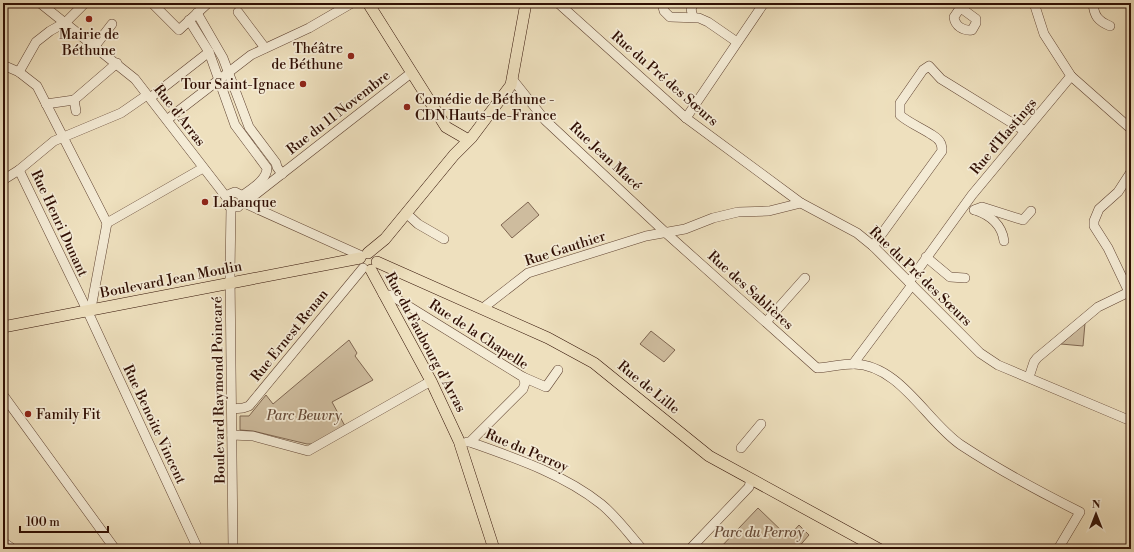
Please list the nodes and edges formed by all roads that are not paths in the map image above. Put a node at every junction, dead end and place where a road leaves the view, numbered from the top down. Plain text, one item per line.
1 (40, 3) edge
2 (85, 3) edge
3 (152, 3) edge
4 (208, 3) edge
5 (352, 3) edge
6 (368, 3) edge
7 (526, 3) edge
8 (558, 3) edge
9 (662, 3) edge
10 (694, 3) edge
11 (764, 3) edge
12 (1034, 3) edge
13 (1093, 3) edge
14 (238, 12) dead end
15 (197, 13) junction
16 (693, 17) junction
17 (189, 20) junction
18 (66, 22) junction
19 (112, 24) dead end
20 (1110, 26) dead end
21 (737, 42) junction
22 (95, 46) junction
23 (265, 48) junction
24 (209, 52) junction
25 (117, 63) junction
26 (3, 65) edge
27 (19, 72) junction
28 (228, 72) junction
29 (413, 76) junction
30 (1071, 76) junction
31 (219, 79) junction
32 (513, 80) junction
33 (148, 96) junction
34 (74, 100) junction
35 (46, 104) junction
36 (76, 111) dead end
37 (243, 114) junction
38 (232, 118) junction
39 (686, 118) junction
40 (168, 119) junction
41 (1131, 129) edge
42 (1025, 131) junction
43 (63, 137) junction
44 (460, 142) junction
45 (203, 168) junction
46 (19, 170) junction
47 (279, 170) junction
48 (1131, 172) edge
49 (3, 180) edge
50 (227, 198) junction
51 (241, 198) junction
52 (801, 203) junction
53 (231, 207) junction
54 (961, 209) junction
55 (974, 210) junction
56 (1031, 211) dead end
57 (406, 213) junction
58 (107, 222) junction
59 (666, 232) junction
60 (444, 239) dead end
61 (1004, 241) dead end
62 (874, 246) junction
63 (926, 258) junction
64 (369, 264) junction
65 (805, 278) dead end
66 (965, 278) dead end
67 (231, 283) junction
68 (911, 283) junction
69 (1130, 291) edge
70 (383, 294) junction
71 (483, 308) junction
72 (87, 310) junction
73 (766, 322) junction
74 (3, 327) edge
75 (854, 364) junction
76 (558, 370) dead end
77 (523, 377) junction
78 (1029, 377) junction
79 (431, 381) junction
80 (3, 395) edge
81 (232, 409) junction
82 (1131, 421) edge
83 (761, 424) dead end
84 (232, 435) junction
85 (464, 441) junction
86 (741, 448) dead end
87 (751, 479) junction
88 (3, 542) edge
89 (13, 549) edge
90 (115, 549) edge
91 (198, 549) edge
92 (234, 549) edge
93 (494, 549) edge
94 (642, 549) edge
95 (690, 549) edge
96 (880, 549) edge
97 (1058, 549) edge

1 - 18 street, Rue d'Arras
2 - 18 street
3 - 17 street
4 - 15 street
5 - 23 street
6 - 29 main road
7 - 32 main road
8 - 39 street, Rue du Pré des Sœurs
9 - 16 street
10 - 16 street
11 - 21 street
12 - 30 street
13 - 20 street
14 - 23 street
15 - 17 street
15 - 28 street
16 - 21 street
17 - 24 street
18 - 22 street, Rue d'Arras
18 - 27 street
19 - 22 street
21 - 39 street
22 - 25 street, Rue d'Arras
23 - 28 street
24 - 31 street
24 - 33 street
25 - 33 street, Rue d'Arras
25 - 34 street
26 - 27 street
27 - 35 street
28 - 31 street
28 - 37 street
29 - 44 main road
29 - 47 street, Rue du 11 Novembre
30 - 41 street
30 - 42 street, Rue d'Hastings
31 - 38 street
31 - 40 street
32 - 44 main road
32 - 59 street, Rue Jean Macé
33 - 40 street, Rue d'Arras
33 - 43 street
34 - 35 street
34 - 36 street
35 - 43 street
37 - 38 street
37 - 47 street
38 - 51 street
39 - 52 street, Rue du Pré des Sœurs
40 - 45 street, Rue d'Arras
42 - 54 street, Rue d'Hastings
42 - 62 street
43 - 46 street
43 - 58 street
44 - 57 main road
45 - 50 street, Rue d'Arras
45 - 58 street
46 - 49 street
46 - 72 street, Rue Henri Dunant
47 - 51 street, Rue du 11 Novembre
48 - 69 street
50 - 51 street
50 - 53 street
51 - 53 street
51 - 64 street
52 - 59 street, Rue Gauthier
52 - 62 street, Rue du Pré des Sœurs
53 - 67 street, Boulevard Raymond Poincaré
54 - 55 street
54 - 63 street, Rue d'Hastings
55 - 56 street
55 - 61 street
57 - 60 street
57 - 64 main road
58 - 72 street
59 - 71 street, Rue Gauthier
59 - 73 street, Rue des Sablières
62 - 68 street, Rue du Pré des Sœurs
63 - 66 street
63 - 68 street, Rue d'Hastings
64 - 67 main road, Boulevard Jean Moulin
64 - 70 main road, Rue du Faubourg d'Arras
64 - 71 main road, Rue de Lille
64 - 81 street, Rue Ernest Renan
65 - 73 street
67 - 72 main road, Boulevard Jean Moulin
67 - 81 street, Boulevard Raymond Poincaré
68 - 75 street, Rue d'Hastings
68 - 78 street, Rue du Pré des Sœurs
69 - 78 street
70 - 77 street, Rue de la Chapelle
70 - 79 main road, Rue du Faubourg d'Arras
71 - 87 main road, Rue de Lille
72 - 74 main road, Boulevard Jean Moulin
72 - 91 street, Rue Benoite Vincent
73 - 75 street, Rue des Sablières
75 - 97 street
76 - 77 street
77 - 85 street, Rue de la Chapelle
78 - 82 street, Rue du Pré des Sœurs
79 - 84 street
79 - 85 main road, Rue du Faubourg d'Arras
80 - 90 street
81 - 84 street, Boulevard Raymond Poincaré
83 - 86 street
84 - 92 street, Boulevard Raymond Poincaré
85 - 93 main road, Rue du Faubourg d'Arras
85 - 94 street, Rue du Perroy
87 - 95 street
87 - 96 main road, Rue de Lille
88 - 89 street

----------

_Problem requirements_
For the string "Hastings", find every line of the material that contains it, and copy each one.

_Solution to this exercise_
30 - 42 street, Rue d'Hastings
42 - 54 street, Rue d'Hastings
54 - 63 street, Rue d'Hastings
63 - 68 street, Rue d'Hastings
68 - 75 street, Rue d'Hastings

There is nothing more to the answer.